Suppose you want to gather data on an incriminating question. For example, maybe a statistics professor would like to know how many students cheated on a test. Being a statistician, the professor has a clever way to find out what he wants to know while giving each student deniability.

## Randomized response

Each student is asked to flip two coins. If the first coin comes up heads, the student answers the question truthfully, yes or no. Otherwise the student reports “yes” if the second coin came up heads and “no” it came up tails. Every student has deniability because each “yes” answer may have come from an innocent student who flipped tails on the first coin and heads on the second.

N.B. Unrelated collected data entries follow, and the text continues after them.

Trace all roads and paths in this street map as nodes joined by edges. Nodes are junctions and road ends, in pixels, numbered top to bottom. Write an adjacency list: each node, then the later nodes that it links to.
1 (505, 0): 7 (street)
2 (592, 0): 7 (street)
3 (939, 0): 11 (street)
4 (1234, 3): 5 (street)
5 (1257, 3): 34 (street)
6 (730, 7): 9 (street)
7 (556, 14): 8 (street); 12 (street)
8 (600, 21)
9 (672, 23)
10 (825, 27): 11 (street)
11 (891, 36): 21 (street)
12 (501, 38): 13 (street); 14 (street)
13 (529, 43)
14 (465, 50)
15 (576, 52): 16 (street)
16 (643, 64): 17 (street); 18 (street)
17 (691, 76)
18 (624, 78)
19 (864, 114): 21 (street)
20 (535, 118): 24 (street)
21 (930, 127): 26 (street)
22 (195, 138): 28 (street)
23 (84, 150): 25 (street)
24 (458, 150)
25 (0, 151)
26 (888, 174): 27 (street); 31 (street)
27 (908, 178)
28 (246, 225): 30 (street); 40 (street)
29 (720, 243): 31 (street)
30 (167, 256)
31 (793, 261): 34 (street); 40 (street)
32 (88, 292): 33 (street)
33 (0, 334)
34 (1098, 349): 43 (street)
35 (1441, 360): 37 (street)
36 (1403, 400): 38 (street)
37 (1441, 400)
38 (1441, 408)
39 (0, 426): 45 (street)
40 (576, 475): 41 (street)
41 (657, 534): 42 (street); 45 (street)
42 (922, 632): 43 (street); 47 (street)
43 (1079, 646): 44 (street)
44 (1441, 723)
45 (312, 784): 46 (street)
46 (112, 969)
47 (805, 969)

How can the professor estimate *p*, the proportion of students who cheated? Around half the students will get a head on the first coin and answer truthfully; the rest will look at the second coin and answer yes or no with equal probability. So the expected proportion of yes answers is *Y* = 0.5*p* + 0.25, and we can estimate *p* as 2*Y* – 0.5.

## Database anonymization

The calculations above assume that everyone complied with the protocol, which may not be reasonable. If everyone were honest, there’d be no reason for this exercise in the first place. But we could imagine another scenario. Someone holds a database with identifiers and answers to a yes/no question. The owner of the database could follow the procedure above to introduce randomness in the data before giving the data over to someone else.

## Information contained in a randomized response

What can we infer from someone’s randomized response to the cheating question? There’s nothing you can infer with *certainty*; that’s the point of introducing randomness. But that doesn’t mean that the answers contain no information. If we completely randomized the responses, dispensing with the first coin flip, *then* the responses would contain no information. The responses *do* contain information, but not enough to be incriminating.

Let *C* be a random variable representing whether someone cheated, and let *R* be their response, following the randomization procedure above. Given a response *R* = 1, what is the probability *p* that *C* = 1, i.e. that someone cheated? This is a classic application of Bayes’ theorem.

If we didn’t know someone’s response, we would estimate their probability of having cheated as *p*, the group average. But knowing that their response was “yes” we update our estimate to 3*p* / (2*p* + 1). At the extremes of *p* = 0 and *p* = 1 these coincide. But for any value of *p* strictly between 0 and 1, our estimate goes up. That is, the probability that someone cheated, conditional on knowing they responded “yes”, is higher than the unconditional probability. In symbols, we have

when 0 < *p *< 1. The difference between the left and right sides above is maximized when *p* = (√3 – 1)/2 = 0.366. That is, a “yes” response tells us the most when about 1/3 of the students cheated. When *p* = 0.366, *P*(*C *= 1 | *R*= 1) = 0.634, i.e. the posterior probability is almost twice the prior probability.

You could go through a similar exercise with Bayes theorem to show that *P*(*C* = 1 | *R* = 0) = *p*/(3 – 2*p*), which is less than *p* provided 0 < *p* < 1. So if someone answers “yes” to cheating, that does make it more likely that the actually cheated, but not so much more that you can justly accuse them of cheating. (Unless *p* = 1, in which case you’re in the realm of logic rather than probability: if everyone cheated, then you can conclude that any individual cheated.)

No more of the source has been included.